Educational note: this article explains the RF and lightning-protection logic in plain language, but it is not a substitute for a site-specific risk assessment, local code compliance, or professional lightning-protection design.

Related reading: Lightning protection for HF antennas: halfway measures are not a system The copper rod before entering the shack: a misguided tradition DC grounding and static drain in antennas: principles, pitfalls, and proven solutions DC grounded vs. open antennas: what every ham should know

One of the most persistent myths in ham radio is the idea that the moment you put metal in the air, you somehow “invite” lightning to your house. That picture is wrong. Lightning is not drawn to metal like a magnet. A metal antenna does not have magical strike-attracting powers just because it is metal.

But the opposite oversimplification is wrong too. Saying “an antenna makes no difference at all” is not accurate either. A tall, isolated, exposed antenna or mast can absolutely become a more likely strike point than a lower nearby object. Not because it is metal, but because it changes the geometry of the site.

Myth vs. reality:
Metal does not “attract” lightning by itself. What matters is exposure: height, shape, and isolation. That is why trees, towers, and mountain ridges get hit so often. A rooftop antenna can therefore become a preferred attachment point if it is the tallest exposed object nearby. The real engineering question is not whether the antenna is “tempting” lightning, but whether the installation gives surge and strike current a controlled path instead of letting it wander through roofing, wiring, plumbing, and radio equipment.

The Real Problem Is Not Attraction, but Exposure

Lightning attachment is a field and geometry problem, not a superstition problem. As a downward leader approaches the ground, taller exposed objects are more likely to participate in the final connection process. In practical terms, that means your antenna mast may become the strike point simply because it stands up into the electric field more than the house around it.

So when someone says, “Antennas attract lightning,” the technically correct answer is: no, not because they are metal. But yes, they can become the preferred strike point when they are tall, exposed, and isolated enough to be the object that completes the connection.

That Changes the Right Question Entirely

The useful question is not, “Will my antenna attract lightning?”

The useful question is, “If a strike or surge event happens, where will the energy go?”

That is the foundation of real lightning protection. Good protection does not pretend strikes never happen. Good protection accepts that a strike, induced surge, or nearby discharge may happen, and then tries to control the current path as much as possible.

That is why the standards and application guides focus on bonding, earthing, entry bonding, surge protection, separation, and system design.

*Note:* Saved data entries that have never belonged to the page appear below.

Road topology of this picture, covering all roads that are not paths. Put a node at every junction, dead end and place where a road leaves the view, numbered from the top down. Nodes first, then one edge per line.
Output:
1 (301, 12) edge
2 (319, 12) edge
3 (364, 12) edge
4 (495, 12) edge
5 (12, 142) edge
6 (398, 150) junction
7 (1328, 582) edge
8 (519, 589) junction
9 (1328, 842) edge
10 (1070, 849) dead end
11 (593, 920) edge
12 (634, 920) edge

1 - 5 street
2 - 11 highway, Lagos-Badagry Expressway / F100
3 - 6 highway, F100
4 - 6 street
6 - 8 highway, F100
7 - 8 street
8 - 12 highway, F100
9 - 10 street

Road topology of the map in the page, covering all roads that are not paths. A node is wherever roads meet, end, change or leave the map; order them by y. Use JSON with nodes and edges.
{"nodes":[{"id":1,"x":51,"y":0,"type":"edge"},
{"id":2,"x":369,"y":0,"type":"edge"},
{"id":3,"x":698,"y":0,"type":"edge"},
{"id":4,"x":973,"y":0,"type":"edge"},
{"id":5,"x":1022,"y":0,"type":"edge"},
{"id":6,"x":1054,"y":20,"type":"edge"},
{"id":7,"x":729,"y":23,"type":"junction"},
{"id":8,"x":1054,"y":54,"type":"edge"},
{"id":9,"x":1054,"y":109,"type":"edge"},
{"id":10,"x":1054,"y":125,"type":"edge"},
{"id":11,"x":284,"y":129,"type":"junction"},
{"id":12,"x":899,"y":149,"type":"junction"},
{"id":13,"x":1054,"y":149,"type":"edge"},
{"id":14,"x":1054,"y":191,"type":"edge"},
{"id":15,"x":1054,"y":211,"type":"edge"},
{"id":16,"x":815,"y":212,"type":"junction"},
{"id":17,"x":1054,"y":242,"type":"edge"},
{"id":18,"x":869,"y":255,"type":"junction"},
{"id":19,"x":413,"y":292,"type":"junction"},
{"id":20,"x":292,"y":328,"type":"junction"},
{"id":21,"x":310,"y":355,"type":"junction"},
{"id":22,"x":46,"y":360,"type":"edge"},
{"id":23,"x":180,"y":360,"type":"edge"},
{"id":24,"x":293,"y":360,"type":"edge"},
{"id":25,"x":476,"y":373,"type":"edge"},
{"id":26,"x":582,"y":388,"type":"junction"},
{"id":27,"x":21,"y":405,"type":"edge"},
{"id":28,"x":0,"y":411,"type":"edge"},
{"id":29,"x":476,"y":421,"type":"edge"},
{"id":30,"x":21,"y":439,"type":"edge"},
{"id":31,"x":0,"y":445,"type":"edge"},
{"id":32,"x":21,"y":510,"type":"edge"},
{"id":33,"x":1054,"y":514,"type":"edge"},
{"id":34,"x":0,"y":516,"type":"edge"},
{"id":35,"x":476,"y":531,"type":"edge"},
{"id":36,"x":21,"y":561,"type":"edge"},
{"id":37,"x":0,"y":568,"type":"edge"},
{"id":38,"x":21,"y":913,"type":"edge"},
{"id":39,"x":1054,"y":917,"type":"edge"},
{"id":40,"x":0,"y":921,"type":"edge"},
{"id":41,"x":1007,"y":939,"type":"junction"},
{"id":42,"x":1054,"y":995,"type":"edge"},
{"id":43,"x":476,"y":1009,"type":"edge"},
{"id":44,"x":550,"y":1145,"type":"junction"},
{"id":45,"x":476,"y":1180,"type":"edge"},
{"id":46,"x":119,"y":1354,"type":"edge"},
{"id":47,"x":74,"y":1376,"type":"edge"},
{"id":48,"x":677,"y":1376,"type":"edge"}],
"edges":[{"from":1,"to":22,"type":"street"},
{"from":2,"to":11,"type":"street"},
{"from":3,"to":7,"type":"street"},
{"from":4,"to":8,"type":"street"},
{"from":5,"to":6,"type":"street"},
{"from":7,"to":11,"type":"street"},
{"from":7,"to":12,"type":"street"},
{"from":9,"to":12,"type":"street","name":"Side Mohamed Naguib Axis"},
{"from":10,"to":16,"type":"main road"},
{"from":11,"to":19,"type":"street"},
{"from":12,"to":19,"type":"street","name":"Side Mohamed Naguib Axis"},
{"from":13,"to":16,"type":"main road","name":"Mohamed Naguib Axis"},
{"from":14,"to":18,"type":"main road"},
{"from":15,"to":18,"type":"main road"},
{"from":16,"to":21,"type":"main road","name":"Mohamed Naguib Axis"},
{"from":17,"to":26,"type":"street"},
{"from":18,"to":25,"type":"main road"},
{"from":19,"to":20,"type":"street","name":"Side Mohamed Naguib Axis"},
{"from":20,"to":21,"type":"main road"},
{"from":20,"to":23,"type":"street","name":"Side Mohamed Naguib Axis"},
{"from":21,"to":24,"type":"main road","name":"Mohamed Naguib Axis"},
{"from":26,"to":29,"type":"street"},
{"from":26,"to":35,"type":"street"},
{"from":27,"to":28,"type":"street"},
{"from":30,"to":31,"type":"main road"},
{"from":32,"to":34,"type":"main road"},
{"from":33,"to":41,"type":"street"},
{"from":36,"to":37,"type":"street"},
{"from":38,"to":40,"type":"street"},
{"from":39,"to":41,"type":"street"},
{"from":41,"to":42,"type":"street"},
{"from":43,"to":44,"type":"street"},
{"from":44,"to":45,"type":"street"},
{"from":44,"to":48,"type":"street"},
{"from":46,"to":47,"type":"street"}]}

The objective is not wishful thinking. The objective is damage control through a predictable path.

“I’d Rather It Hit the Antenna Than the House”... Is That Crazy?

Used carelessly, that sentence sounds reckless. Used correctly, it contains a real engineering truth.

If lightning is going to attach in the vicinity of your structure, then a bonded mast or properly integrated air-termination point is far preferable to an uncontrolled current path through roofing, timber, electrical wiring, network cabling, coax, or plumbing. Interception is not the enemy. Uncontrolled current paths are the enemy.

In other words: I would rather have a strike meet a mast that is intentionally bonded into a protection strategy than let the energy invent its own route through the building. That is not bravado. That is the whole logic behind engineered lightning protection systems.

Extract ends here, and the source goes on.